Между прочим, я проговорил Брему русскую непечатную скороговорку, напоминающую о том, как щебечет ласточка. Сандзер перевел ему содержание слов и, вероятно, довольно удачно, так как знаменитый натуралист пришел в восторг от самого подражания и в свою очередь сказал на этот же мотив речитативный стих из сочинений какого-то неизвестного мне немецкого поэта. Словом, нашему общему веселью на охотничьем привале не было конца, но все это вышло так прилично и чинно, что не проявлялось ни одной черты, которая напомнила бы о какой-либо невоздержанности пьяного разгула, — напротив, все были в своей тарелке и только дружески чествовали своего дорогого собрата.

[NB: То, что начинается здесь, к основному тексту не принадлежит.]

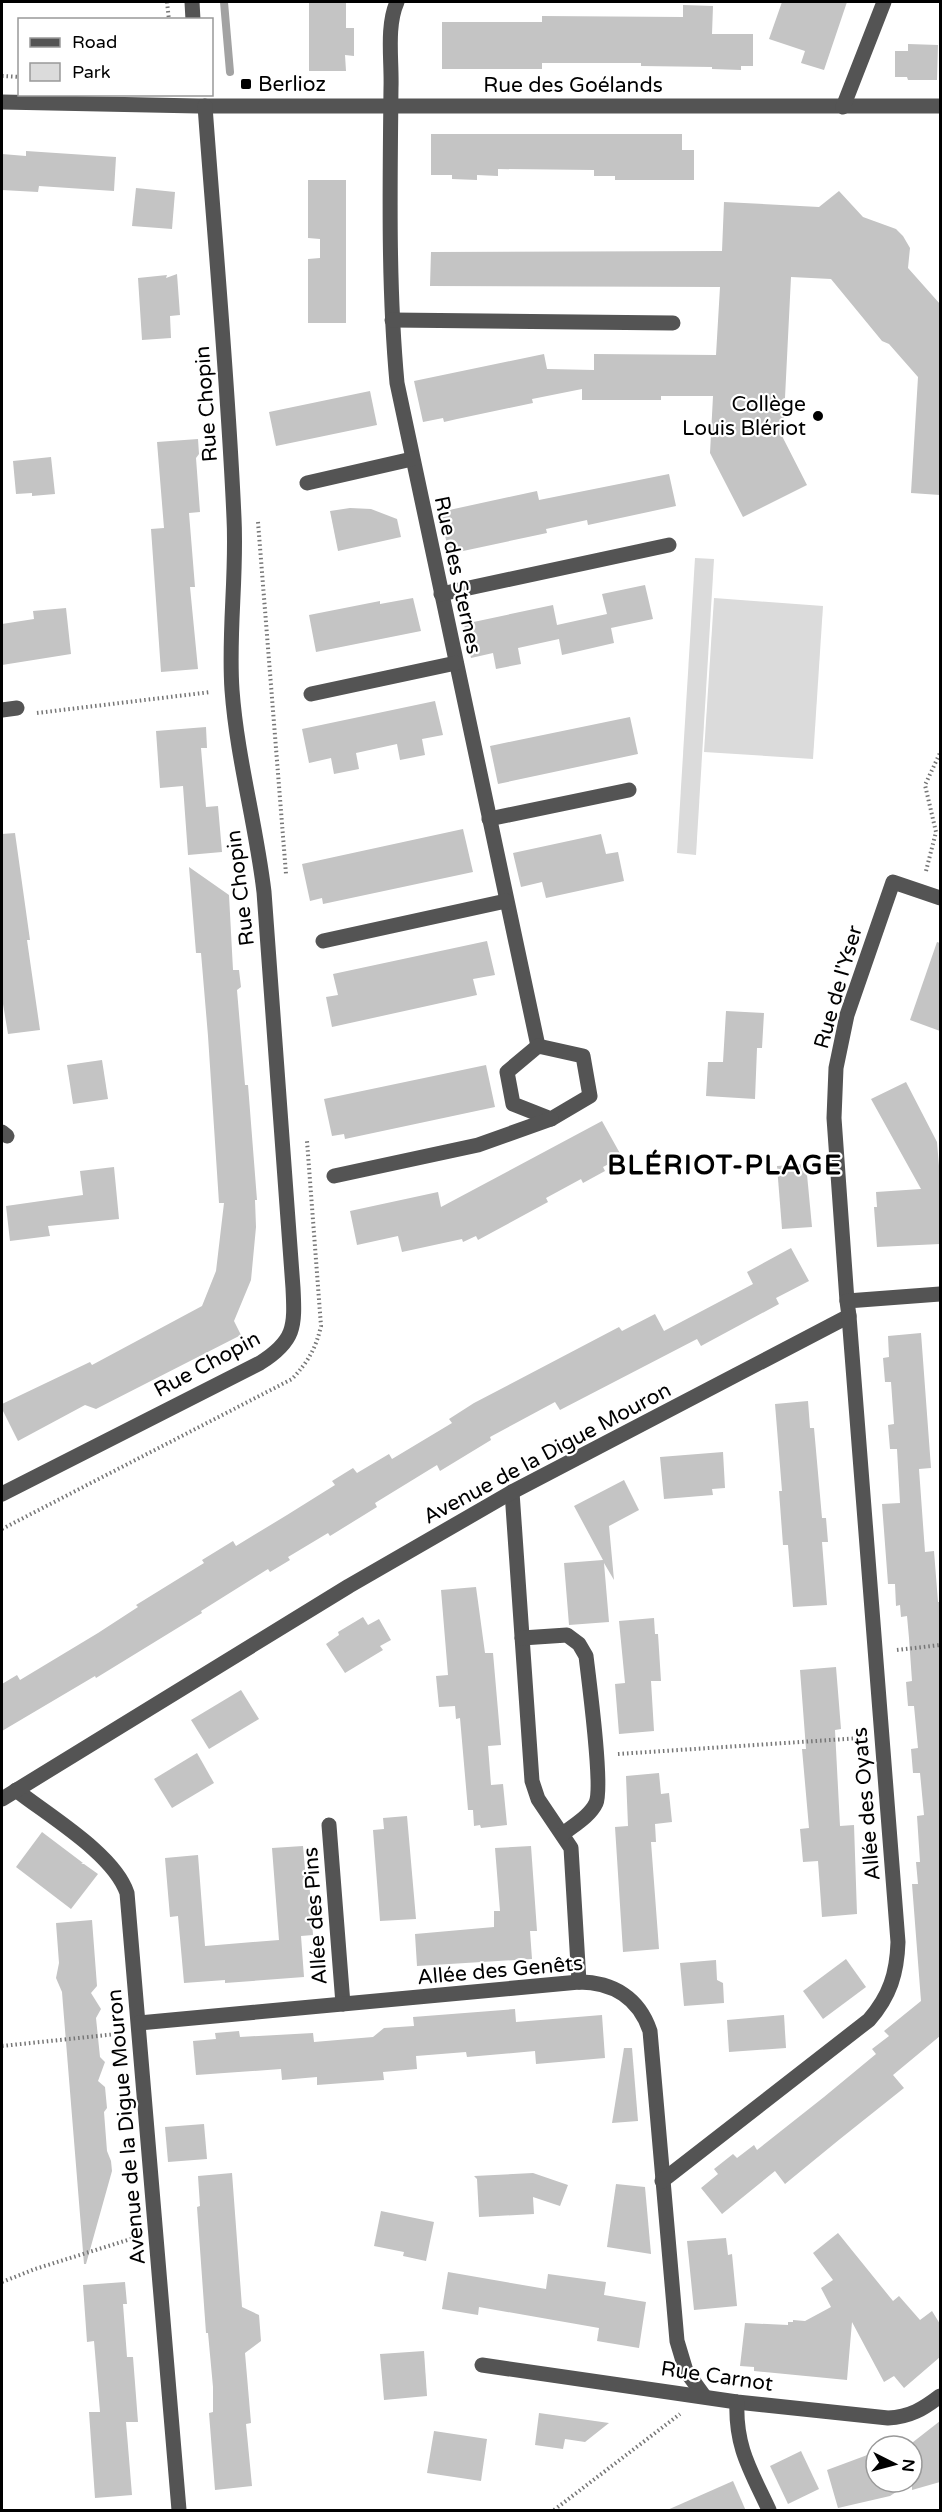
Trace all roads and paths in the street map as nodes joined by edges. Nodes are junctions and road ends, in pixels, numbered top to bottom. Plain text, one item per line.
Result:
1 (167, 2) edge
2 (192, 2) edge
3 (397, 2) edge
4 (884, 2) edge
5 (169, 18) edge
6 (193, 18) edge
7 (2, 76) edge
8 (18, 77) edge
9 (2, 102) edge
10 (200, 102) edge
11 (391, 106) junction
12 (940, 106) edge
13 (843, 107) junction
14 (392, 320) junction
15 (672, 323) dead end
16 (412, 459) junction
17 (307, 483) dead end
18 (669, 545) dead end
19 (441, 594) junction
20 (456, 663) junction
21 (232, 689) junction
22 (311, 694) dead end
23 (17, 708) joint
24 (2, 710) edge
25 (940, 753) edge
26 (629, 790) dead end
27 (489, 819) junction
28 (921, 892) junction
29 (940, 898) edge
30 (507, 901) junction
31 (323, 941) dead end
32 (538, 1046) junction
33 (551, 1119) junction
34 (334, 1176) dead end
35 (940, 1294) edge
36 (848, 1309) junction
37 (512, 1492) junction
38 (2, 1494) edge
39 (522, 1638) junction
40 (940, 1646) edge
41 (874, 1653) junction
42 (881, 1737) junction
43 (596, 1756) junction
44 (16, 1790) junction
45 (2, 1799) edge
46 (329, 1825) dead end
47 (563, 1834) junction
48 (579, 1982) junction
49 (343, 2004) junction
50 (139, 2023) junction
51 (2, 2046) edge
52 (662, 2181) junction
53 (156, 2234) junction
54 (2, 2283) edge
55 (482, 2365) dead end
56 (704, 2396) junction
57 (940, 2396) edge
58 (737, 2402) junction
59 (179, 2511) edge
60 (554, 2511) edge
61 (769, 2511) edge

1 - 5 path
2 - 6 street
3 - 11 street, Rue des Sternes
4 - 13 street
7 - 8 path
9 - 10 street, Rue des Goélands
10 - 11 street, Rue des Goélands
10 - 21 street, Rue Chopin
11 - 13 street, Rue des Goélands
11 - 14 street, Rue des Sternes
12 - 13 street, Rue des Goélands
14 - 15 street
14 - 16 street, Rue des Sternes
16 - 17 street
16 - 19 street, Rue des Sternes
18 - 19 street
19 - 20 street, Rue des Sternes
20 - 22 street
20 - 27 street, Rue des Sternes
21 - 23 path
21 - 38 street, Rue Chopin
23 - 24 street
25 - 28 path
26 - 27 street
27 - 30 street, Rue des Sternes
28 - 29 street, Rue de l'Yser
28 - 36 street, Rue de l'Yser
30 - 31 street
30 - 32 street, Rue des Sternes
32 - 33 street
32 - 33 street
33 - 34 street
35 - 36 street, Avenue de la Digue Mouron
36 - 37 street, Avenue de la Digue Mouron
36 - 41 street, Allée des Oyats
37 - 39 street
37 - 44 street, Avenue de la Digue Mouron
39 - 43 street
39 - 47 street
40 - 41 path
41 - 42 street, Allée des Oyats
42 - 43 path
42 - 52 street, Allée des Oyats
43 - 47 street
44 - 45 street, Avenue de la Digue Mouron
44 - 50 street, Avenue de la Digue Mouron
46 - 49 street, Allée des Pins
47 - 48 street
48 - 49 street, Allée des Genêts
48 - 52 street, Allée des Genêts
49 - 50 street, Allée des Genêts
50 - 51 path
50 - 53 street, Avenue de la Digue Mouron
52 - 56 street, Allée des Genêts
53 - 54 path
53 - 59 street, Avenue de la Digue Mouron
55 - 56 street, Rue Carnot
56 - 58 street, Rue Carnot
56 - 60 path
57 - 58 street, Rue Carnot
58 - 61 street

Брем все это хорошо понимал и потому еще более ценил приятельскую овацию, где не было ни одной фальшивой ноты. Он с особенным удовольствием пил, как природный сибиряк, хороший чай и не забывал с бокалом в руке благодарить не только всех нас, но предложил тост за расторопного официанта Афанасия Панкратьевича и Федота Спиридоновича, так ловко управлявшего кормовым веслом на нашей лодке.
Скабрезные шансонетки
На привале мы пробыли, вероятно, не менее трех часов, отдохнули как следует и, наконец, собравшись с новыми силами, сев в лодку, отправились на другое место. Так как переезд был не маленький, то развеселившийся Брем всю дорогу то рассказывал нам немецкие анекдоты, то напевал скабрезные шансонетки. Одну из последних, крайне игривую по содержанию и мотиву, он, по просьбе лесничего Турчановича, записал ему в книжку на память о себе и этом дне, проведенном им в нашей дружеской компании.
Молодой или старый
Но вот кто-то вытащил из лодки дупеля и начал разглядывать. Брем тотчас взял его и, перебирая в руках, сказал с немецким акцентом:
— Эта молода.
Мои товарищи тоже повертели в руках утку, повыдергивали с разных концов перья и, пробуя отмякшие зорьки, как бы неохотно или сомневаясь, но в угоду Брему, подтвердили слова натуралиста.